A 401(k), for instance, would do the double duty of reducing your taxable income while helping you save more for retirement. If you do have a 401(K), contributing to the employer match is a good idea, said Howard Hook, principal at EKS Associates, a Princeton N.J.-based fee-only financial planning firm.
One bold move would be suspending your Social Security benefits, so long as you could still pay all your other bills and debts, Carroll added.
If you determine that you don’t need the benefits while you work, you could hit full retirement age and suspend your benefits until age 70. That would get you a more generous benefit when payouts resume. It could also shrink your income and, thereby, your tax bill.

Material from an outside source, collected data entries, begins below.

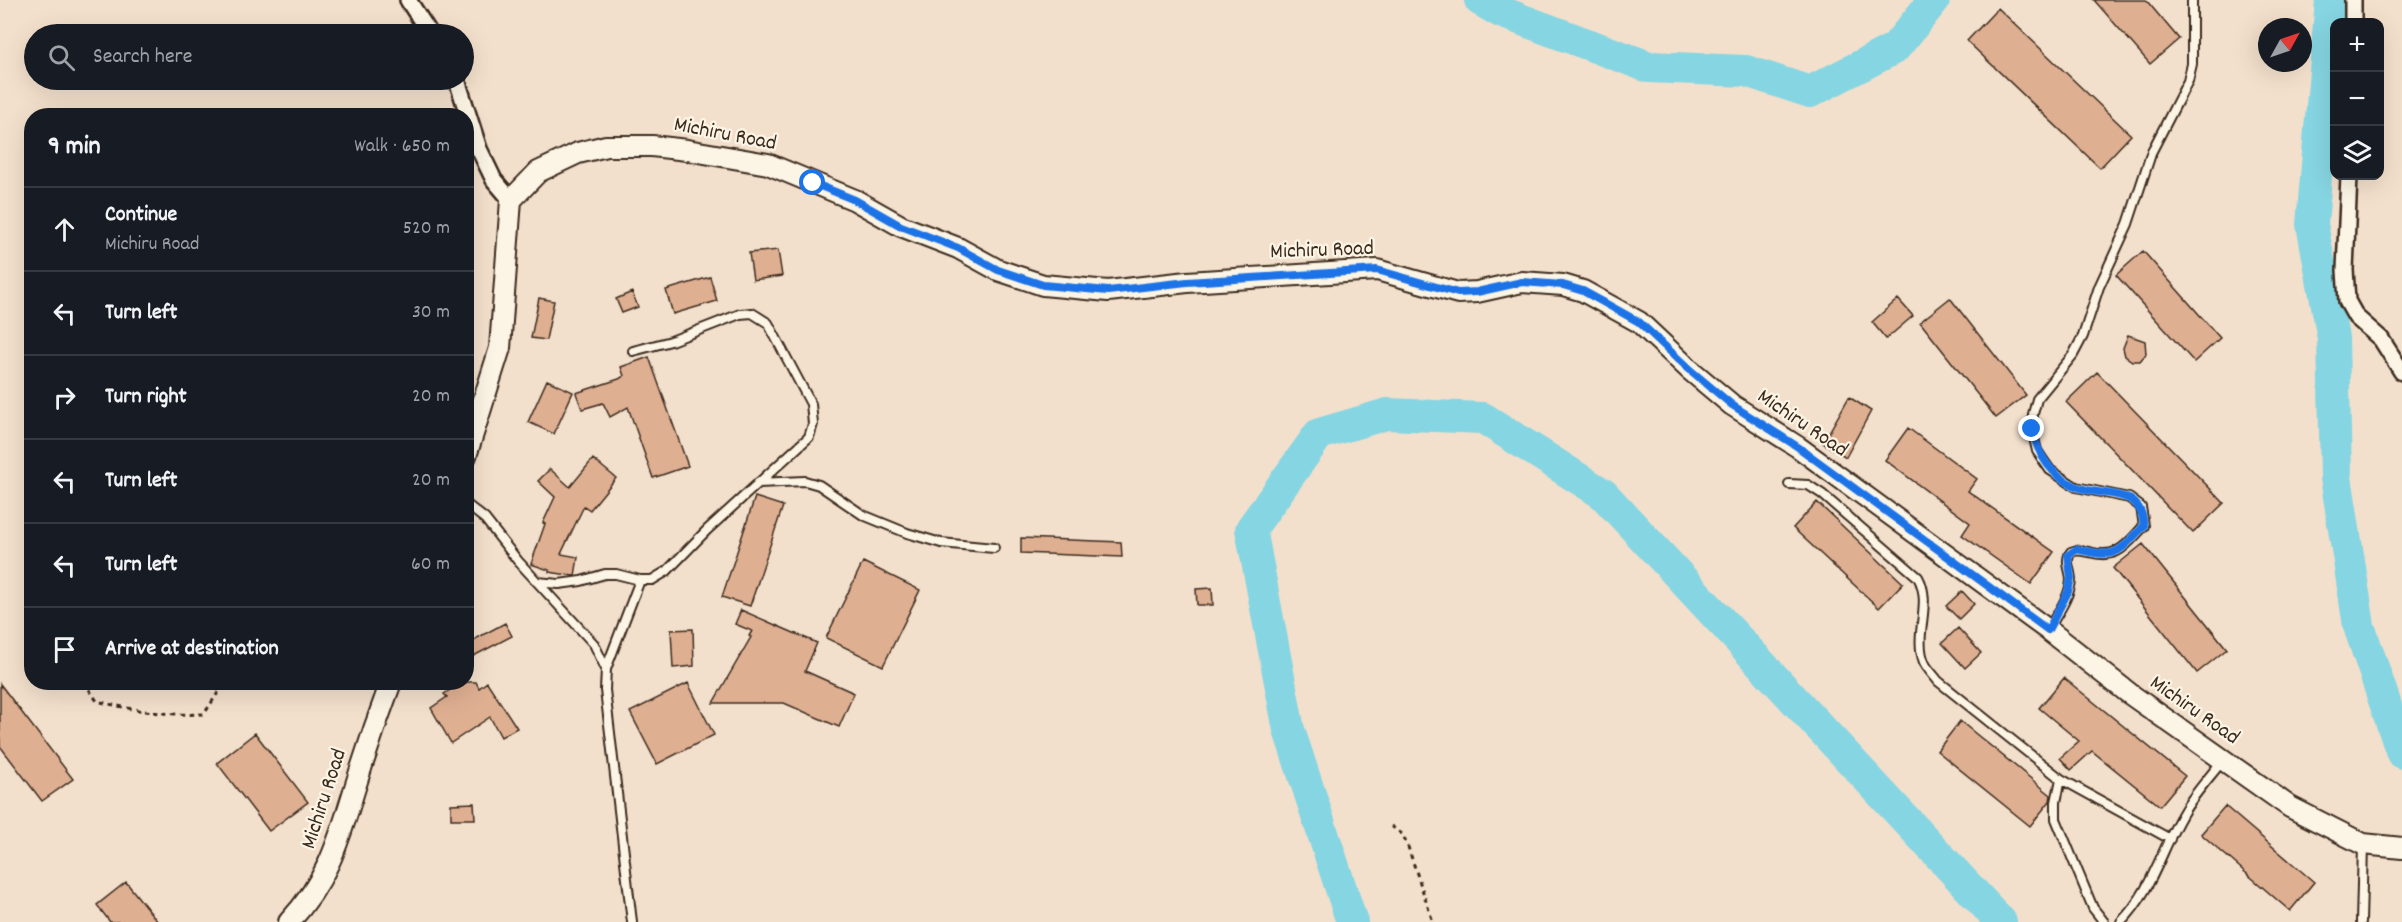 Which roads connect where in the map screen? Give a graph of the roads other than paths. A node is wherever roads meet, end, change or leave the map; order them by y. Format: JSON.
{"nodes":[{"id":1,"x":408,"y":0,"type":"edge"},
{"id":2,"x":2192,"y":0,"type":"edge"},
{"id":3,"x":2354,"y":0,"type":"edge"},
{"id":4,"x":2353,"y":18,"type":"edge"},
{"id":5,"x":424,"y":24,"type":"edge"},
{"id":6,"x":460,"y":90,"type":"edge"},
{"id":7,"x":466,"y":108,"type":"edge"},
{"id":8,"x":474,"y":133,"type":"edge"},
{"id":9,"x":2349,"y":180,"type":"edge"},
{"id":10,"x":511,"y":200,"type":"junction"},
{"id":11,"x":633,"y":351,"type":"dead end"},
{"id":12,"x":2402,"y":372,"type":"edge"},
{"id":13,"x":474,"y":431,"type":"edge"},
{"id":14,"x":758,"y":483,"type":"junction"},
{"id":15,"x":1790,"y":484,"type":"dead end"},
{"id":16,"x":474,"y":510,"type":"edge"},
{"id":17,"x":994,"y":548,"type":"dead end"},
{"id":18,"x":640,"y":580,"type":"junction"},
{"id":19,"x":537,"y":582,"type":"junction"},
{"id":20,"x":2048,"y":630,"type":"junction"},
{"id":21,"x":606,"y":669,"type":"junction"},
{"id":22,"x":388,"y":690,"type":"edge"},
{"id":23,"x":2222,"y":760,"type":"junction"},
{"id":24,"x":2061,"y":778,"type":"junction"},
{"id":25,"x":2170,"y":839,"type":"junction"},
{"id":26,"x":2370,"y":846,"type":"junction"},
{"id":27,"x":2402,"y":849,"type":"edge"},
{"id":28,"x":289,"y":922,"type":"edge"},
{"id":29,"x":632,"y":922,"type":"edge"},
{"id":30,"x":2104,"y":922,"type":"edge"},
{"id":31,"x":2121,"y":922,"type":"edge"},
{"id":32,"x":2361,"y":922,"type":"edge"}],
"edges":[{"from":1,"to":5,"type":"street"},
{"from":2,"to":20,"type":"lane"},
{"from":3,"to":4,"type":"street"},
{"from":6,"to":7,"type":"street"},
{"from":8,"to":10,"type":"street"},
{"from":9,"to":12,"type":"street"},
{"from":10,"to":13,"type":"street"},
{"from":10,"to":20,"type":"street","name":"Michiru Road"},
{"from":11,"to":14,"type":"lane"},
{"from":14,"to":17,"type":"lane"},
{"from":14,"to":18,"type":"lane"},
{"from":15,"to":24,"type":"lane"},
{"from":16,"to":19,"type":"lane"},
{"from":18,"to":19,"type":"lane"},
{"from":18,"to":21,"type":"lane"},
{"from":19,"to":21,"type":"lane"},
{"from":20,"to":23,"type":"street","name":"Michiru Road"},
{"from":21,"to":29,"type":"lane"},
{"from":22,"to":28,"type":"street","name":"Michiru Road"},
{"from":23,"to":25,"type":"lane"},
{"from":23,"to":26,"type":"street","name":"Michiru Road"},
{"from":24,"to":25,"type":"lane"},
{"from":24,"to":30,"type":"lane"},
{"from":25,"to":31,"type":"lane"},
{"from":26,"to":27,"type":"street","name":"Michiru Road"},
{"from":26,"to":32,"type":"lane"}]}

Paying down debt ‘ferociously’
The counter-argument is that you could spend more time paying down your debt with your larger income based on the higher earnings limit in 2024. And you need to build up a rainy day fund too. If you are ready for another decade of work, “I’d recommend attacking the debt ferociously,” Carroll said.
One tried-and-true tactic: zero in on the debts with the highest interest rates, said Hook. That strategy involves paying the debts with the highest interest first, paying the minimum amount on the rest, and working your way down.
Credit cards carrying balances had an average annual percentage rate of 22.77% in the third quarter, according to the Federal Reserve. The interest on an IRS installment plan is under 10%. (To put that in context: a high-yield savings account could offer interest in the 4% to 5% range right now.)But you have a limited amount of time to build savings — including a six-month emergency fund — cut your debt and save for retirement while reducing your tax bill. So, depending on your finances and your lifestyle, you could take an “all-of-the-above” approach.
“From a psychological perspective, you can say to yourself, ‘I’m working toward all three goals immediately,’” Hook said.
You know yourself best. What approach you take will depend on your lifestyle, and income, and will ultimately require both patience and determination.